How often then do lawyers remember that they are craftsmen?

Perhaps because legal writing is highly technical, and often formulaic, some lawyers may think of themselves as technocrats and less as craftsmen. But the discerning lawyer is as much a craftsman with her writing as the tailor is in fitting a suit and the violinmaker in carving her wares.

Every letter, e-mail, memorandum and the like should reflect an artisan’s touch.

Reading the American sociologist Richard Sennett’s The Craftsman (a highly recommended read) brought to mind the importance of thinking of our work as a craft. So I would like to propose that the lawyer as craftsman can be an important exercise in self-reflection.

Any craft demands patience and expertise, neither of which comes without discipline and practice. More importantly, we should derive pleasure from the work itself, and not treat each task, once completed, as another one off the list, or mere means to the next pay-cheque.

Our goal as legal craftsmen lies somewhere between pith and precision. Often the task at hand easily accommodates both (despite perhaps our struggles). At other times, the waypoints are seemingly irreconcilable. Legal writing today has largely shed its more florid diction; the difficult task remains how do we capture meaning in the words we do employ.

Sometimes, clarity requires a robust brevity, which is to say that our focus might not only be diction, but also sentence structure (syntax). That should be readily familiar to lawyers: after all, what is statutory interpretation but inexhaustible parsing of words and structure?

In this sense, legal writing is distinct from, say, the journalist’s daily labours. Our writing may come in torrents of momentary genius or on the cusp of a critical deadline. But more often than not, we whittle away at a block of text with careful precision, and spend a considerable amount of time fine tuning the choice and placement of our words.

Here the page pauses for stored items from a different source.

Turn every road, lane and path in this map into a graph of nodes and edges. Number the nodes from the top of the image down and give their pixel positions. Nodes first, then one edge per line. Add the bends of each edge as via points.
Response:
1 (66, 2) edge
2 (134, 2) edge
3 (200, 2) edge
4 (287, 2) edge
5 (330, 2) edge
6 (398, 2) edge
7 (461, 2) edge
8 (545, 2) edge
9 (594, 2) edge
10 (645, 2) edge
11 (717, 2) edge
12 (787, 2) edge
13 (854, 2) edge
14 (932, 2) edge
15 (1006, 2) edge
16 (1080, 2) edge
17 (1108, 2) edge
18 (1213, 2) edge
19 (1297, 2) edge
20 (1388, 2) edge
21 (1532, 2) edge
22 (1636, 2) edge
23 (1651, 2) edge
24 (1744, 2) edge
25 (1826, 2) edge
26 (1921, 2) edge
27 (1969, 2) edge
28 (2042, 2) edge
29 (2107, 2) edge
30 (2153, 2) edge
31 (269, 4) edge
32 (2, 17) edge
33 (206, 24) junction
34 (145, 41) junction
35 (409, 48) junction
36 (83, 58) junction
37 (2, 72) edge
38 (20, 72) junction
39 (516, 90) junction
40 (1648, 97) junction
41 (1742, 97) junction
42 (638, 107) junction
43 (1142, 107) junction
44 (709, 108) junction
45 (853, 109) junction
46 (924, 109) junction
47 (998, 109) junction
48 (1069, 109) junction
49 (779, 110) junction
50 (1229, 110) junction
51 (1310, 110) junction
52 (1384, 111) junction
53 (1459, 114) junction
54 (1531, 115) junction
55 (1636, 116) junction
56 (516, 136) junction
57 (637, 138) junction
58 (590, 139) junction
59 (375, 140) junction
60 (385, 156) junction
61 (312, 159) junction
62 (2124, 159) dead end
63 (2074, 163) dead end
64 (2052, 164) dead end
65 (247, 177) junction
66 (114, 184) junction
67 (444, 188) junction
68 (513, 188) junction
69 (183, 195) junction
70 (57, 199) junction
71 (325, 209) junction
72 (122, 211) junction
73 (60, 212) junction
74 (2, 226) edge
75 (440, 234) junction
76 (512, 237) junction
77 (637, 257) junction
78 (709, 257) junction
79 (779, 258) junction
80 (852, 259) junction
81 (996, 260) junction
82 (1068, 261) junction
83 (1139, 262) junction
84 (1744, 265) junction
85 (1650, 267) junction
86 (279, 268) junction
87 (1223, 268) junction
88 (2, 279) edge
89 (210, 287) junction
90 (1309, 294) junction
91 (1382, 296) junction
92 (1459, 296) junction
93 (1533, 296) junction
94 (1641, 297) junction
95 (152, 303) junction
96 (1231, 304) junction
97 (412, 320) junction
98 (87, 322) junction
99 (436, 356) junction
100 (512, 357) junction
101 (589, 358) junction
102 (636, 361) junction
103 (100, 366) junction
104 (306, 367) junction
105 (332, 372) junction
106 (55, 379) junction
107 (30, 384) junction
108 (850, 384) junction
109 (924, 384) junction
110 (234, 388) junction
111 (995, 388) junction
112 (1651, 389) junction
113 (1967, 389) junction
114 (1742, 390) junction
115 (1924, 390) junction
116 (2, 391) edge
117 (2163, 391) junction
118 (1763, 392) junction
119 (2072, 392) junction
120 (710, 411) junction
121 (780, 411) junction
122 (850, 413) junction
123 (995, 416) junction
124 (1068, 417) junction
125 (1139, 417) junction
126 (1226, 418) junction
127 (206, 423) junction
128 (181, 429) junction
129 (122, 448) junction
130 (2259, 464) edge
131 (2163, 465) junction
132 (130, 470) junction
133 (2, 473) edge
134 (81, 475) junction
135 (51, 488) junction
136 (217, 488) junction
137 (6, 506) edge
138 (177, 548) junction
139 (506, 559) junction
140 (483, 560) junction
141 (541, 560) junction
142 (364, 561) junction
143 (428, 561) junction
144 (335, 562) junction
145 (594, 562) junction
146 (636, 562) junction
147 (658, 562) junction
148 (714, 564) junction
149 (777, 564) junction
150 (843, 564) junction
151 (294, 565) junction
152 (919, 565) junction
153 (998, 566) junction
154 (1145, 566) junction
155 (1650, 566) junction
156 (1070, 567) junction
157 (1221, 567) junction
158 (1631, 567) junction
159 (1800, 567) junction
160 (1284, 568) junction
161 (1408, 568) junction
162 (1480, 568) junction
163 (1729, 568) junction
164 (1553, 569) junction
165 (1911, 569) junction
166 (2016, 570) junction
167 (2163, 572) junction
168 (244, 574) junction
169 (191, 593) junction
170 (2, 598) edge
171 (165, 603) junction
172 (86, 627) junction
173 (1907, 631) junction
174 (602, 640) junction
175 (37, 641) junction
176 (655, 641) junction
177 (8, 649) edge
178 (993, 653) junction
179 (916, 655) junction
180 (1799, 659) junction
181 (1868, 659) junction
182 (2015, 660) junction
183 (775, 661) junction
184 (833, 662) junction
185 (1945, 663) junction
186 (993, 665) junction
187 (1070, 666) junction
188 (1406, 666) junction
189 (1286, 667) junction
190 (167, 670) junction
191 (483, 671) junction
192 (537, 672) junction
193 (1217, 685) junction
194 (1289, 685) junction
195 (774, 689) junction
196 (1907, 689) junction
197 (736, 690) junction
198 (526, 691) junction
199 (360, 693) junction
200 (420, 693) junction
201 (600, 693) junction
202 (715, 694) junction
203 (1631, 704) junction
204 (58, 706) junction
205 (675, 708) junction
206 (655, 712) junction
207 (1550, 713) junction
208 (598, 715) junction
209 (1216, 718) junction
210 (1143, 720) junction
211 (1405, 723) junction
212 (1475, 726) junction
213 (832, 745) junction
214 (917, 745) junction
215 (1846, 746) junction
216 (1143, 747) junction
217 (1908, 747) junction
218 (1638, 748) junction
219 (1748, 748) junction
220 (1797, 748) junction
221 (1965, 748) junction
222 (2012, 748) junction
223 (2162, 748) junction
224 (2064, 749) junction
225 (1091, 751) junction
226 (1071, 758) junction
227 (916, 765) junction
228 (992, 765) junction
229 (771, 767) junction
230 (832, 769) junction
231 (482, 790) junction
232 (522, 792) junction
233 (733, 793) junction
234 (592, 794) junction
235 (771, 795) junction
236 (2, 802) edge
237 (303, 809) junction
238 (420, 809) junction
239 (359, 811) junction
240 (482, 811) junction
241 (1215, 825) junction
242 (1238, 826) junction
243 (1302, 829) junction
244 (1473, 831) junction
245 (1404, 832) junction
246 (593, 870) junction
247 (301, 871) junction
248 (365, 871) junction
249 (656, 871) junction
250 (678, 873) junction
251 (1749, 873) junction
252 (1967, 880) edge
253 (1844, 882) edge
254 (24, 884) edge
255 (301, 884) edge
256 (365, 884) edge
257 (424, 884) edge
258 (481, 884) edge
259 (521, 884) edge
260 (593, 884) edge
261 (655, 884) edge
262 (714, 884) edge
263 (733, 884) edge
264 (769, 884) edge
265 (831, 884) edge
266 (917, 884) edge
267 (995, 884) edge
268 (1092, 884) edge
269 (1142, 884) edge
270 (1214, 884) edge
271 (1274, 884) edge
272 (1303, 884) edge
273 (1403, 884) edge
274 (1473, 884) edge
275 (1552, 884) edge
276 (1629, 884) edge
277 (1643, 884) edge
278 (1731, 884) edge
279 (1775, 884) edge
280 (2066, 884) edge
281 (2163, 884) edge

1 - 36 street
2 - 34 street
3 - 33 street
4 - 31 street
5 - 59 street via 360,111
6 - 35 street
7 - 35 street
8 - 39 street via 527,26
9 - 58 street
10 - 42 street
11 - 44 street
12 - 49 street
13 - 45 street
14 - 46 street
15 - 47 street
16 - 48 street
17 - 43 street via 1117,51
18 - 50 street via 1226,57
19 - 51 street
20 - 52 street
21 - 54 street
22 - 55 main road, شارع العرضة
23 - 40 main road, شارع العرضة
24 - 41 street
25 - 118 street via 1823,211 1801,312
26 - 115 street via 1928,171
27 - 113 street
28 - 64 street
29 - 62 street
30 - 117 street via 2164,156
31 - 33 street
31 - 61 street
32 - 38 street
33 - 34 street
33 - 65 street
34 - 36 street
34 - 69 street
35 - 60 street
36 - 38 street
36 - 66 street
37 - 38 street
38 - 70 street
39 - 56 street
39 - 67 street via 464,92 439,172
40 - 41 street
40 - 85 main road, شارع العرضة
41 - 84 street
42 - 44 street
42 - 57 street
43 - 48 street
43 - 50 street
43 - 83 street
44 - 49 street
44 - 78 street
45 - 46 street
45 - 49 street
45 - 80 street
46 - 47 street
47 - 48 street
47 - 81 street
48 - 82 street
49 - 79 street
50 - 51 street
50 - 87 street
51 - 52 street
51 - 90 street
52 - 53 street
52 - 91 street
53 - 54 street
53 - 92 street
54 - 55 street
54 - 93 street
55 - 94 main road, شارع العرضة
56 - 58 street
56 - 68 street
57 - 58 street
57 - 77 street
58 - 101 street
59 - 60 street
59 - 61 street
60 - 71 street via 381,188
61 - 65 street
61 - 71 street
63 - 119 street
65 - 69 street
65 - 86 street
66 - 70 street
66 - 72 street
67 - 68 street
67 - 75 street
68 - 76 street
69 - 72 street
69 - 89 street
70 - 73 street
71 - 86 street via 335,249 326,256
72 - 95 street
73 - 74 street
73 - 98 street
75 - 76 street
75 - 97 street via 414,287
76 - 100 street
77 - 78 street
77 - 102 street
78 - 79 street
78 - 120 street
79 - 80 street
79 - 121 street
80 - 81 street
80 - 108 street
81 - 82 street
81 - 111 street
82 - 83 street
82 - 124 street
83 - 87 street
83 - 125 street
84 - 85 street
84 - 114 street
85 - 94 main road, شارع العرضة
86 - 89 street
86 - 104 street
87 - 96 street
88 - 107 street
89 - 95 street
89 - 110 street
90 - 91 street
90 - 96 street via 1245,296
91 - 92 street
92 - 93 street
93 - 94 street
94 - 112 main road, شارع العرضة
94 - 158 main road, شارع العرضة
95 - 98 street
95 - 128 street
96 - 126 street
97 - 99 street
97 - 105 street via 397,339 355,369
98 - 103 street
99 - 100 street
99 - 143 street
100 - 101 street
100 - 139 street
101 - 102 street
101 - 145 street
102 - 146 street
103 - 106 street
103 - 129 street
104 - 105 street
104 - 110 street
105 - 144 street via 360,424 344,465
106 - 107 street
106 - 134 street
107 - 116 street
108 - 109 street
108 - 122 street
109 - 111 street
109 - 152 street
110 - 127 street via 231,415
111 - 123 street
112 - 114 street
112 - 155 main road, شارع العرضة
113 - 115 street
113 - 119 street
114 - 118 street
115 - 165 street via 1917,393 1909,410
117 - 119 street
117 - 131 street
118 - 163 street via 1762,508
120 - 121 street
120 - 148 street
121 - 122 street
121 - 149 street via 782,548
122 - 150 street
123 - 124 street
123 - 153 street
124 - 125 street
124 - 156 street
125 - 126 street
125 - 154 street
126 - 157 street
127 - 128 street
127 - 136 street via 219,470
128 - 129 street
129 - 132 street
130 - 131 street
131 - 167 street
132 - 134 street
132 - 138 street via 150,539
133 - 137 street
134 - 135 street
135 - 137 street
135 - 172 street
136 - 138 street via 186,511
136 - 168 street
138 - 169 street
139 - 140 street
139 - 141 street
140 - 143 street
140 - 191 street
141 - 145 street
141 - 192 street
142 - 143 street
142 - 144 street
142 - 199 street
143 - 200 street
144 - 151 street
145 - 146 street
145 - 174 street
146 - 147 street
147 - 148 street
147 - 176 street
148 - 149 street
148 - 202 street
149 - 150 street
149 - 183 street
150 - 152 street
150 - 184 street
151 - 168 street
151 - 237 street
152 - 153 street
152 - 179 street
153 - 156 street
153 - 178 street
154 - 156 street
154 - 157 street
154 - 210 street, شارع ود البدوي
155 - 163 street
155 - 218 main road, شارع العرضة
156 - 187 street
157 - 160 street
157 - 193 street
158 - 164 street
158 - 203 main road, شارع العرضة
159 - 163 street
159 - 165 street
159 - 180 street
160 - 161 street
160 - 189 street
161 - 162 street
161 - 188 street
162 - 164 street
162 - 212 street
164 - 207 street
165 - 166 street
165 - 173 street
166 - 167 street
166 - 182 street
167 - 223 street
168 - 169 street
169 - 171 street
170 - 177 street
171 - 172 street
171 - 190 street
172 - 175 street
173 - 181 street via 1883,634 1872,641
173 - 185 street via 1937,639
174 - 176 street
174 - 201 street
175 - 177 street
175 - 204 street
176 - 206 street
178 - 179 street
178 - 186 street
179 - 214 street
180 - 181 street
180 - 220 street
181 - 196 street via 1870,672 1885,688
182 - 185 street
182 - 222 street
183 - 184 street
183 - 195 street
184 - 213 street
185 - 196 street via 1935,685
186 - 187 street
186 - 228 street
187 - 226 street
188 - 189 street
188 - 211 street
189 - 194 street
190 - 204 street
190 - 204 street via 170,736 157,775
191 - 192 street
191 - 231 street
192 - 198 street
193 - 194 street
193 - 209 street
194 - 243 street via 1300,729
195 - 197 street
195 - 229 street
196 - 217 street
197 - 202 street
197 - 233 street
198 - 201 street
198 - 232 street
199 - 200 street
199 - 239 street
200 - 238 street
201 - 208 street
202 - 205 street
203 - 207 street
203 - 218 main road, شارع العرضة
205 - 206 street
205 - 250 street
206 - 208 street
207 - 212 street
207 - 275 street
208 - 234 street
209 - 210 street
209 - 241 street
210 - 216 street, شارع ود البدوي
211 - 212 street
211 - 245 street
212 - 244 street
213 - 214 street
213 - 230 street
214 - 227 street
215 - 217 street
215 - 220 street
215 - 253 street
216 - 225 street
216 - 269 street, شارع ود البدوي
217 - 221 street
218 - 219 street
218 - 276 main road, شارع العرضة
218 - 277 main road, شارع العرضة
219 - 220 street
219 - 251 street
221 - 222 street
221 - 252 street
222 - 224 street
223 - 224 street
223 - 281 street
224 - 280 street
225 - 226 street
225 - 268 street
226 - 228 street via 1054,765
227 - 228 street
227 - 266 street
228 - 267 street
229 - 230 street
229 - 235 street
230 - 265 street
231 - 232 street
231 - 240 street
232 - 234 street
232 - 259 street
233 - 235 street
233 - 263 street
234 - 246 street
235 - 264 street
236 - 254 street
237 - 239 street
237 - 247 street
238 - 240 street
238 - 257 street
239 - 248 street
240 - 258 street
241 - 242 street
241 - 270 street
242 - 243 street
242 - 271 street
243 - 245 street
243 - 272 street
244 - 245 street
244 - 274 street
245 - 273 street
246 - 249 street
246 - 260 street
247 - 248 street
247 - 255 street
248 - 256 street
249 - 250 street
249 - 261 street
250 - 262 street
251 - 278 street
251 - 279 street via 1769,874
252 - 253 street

Legal writing may seem formal, and our critical reasoning cool and detached. Yet the legal reasoning underlying our writing requires empathy and contemplation in order to thrive. Legal writing without those qualities is soulless, and soulless craft should be left to the auditors’ spreadsheets!

Like every craft, written communication is also a reflective exercise. What we produce has an indelible effect on our conscious and unconscious working lives. The trained mind is responsive to an audience’s needs and is, in turn, more critically aware of strategy and argumentation.

It is worth reminding ourselves that the task of writing is not its own end. Legal writing is a means of conveying knowledge and persuasive argument. There is always an audience to inform or convince, whether that person is an officer of the State or the Court, or a layperson.

The quality of our legal writing will determine whether we are up to the task.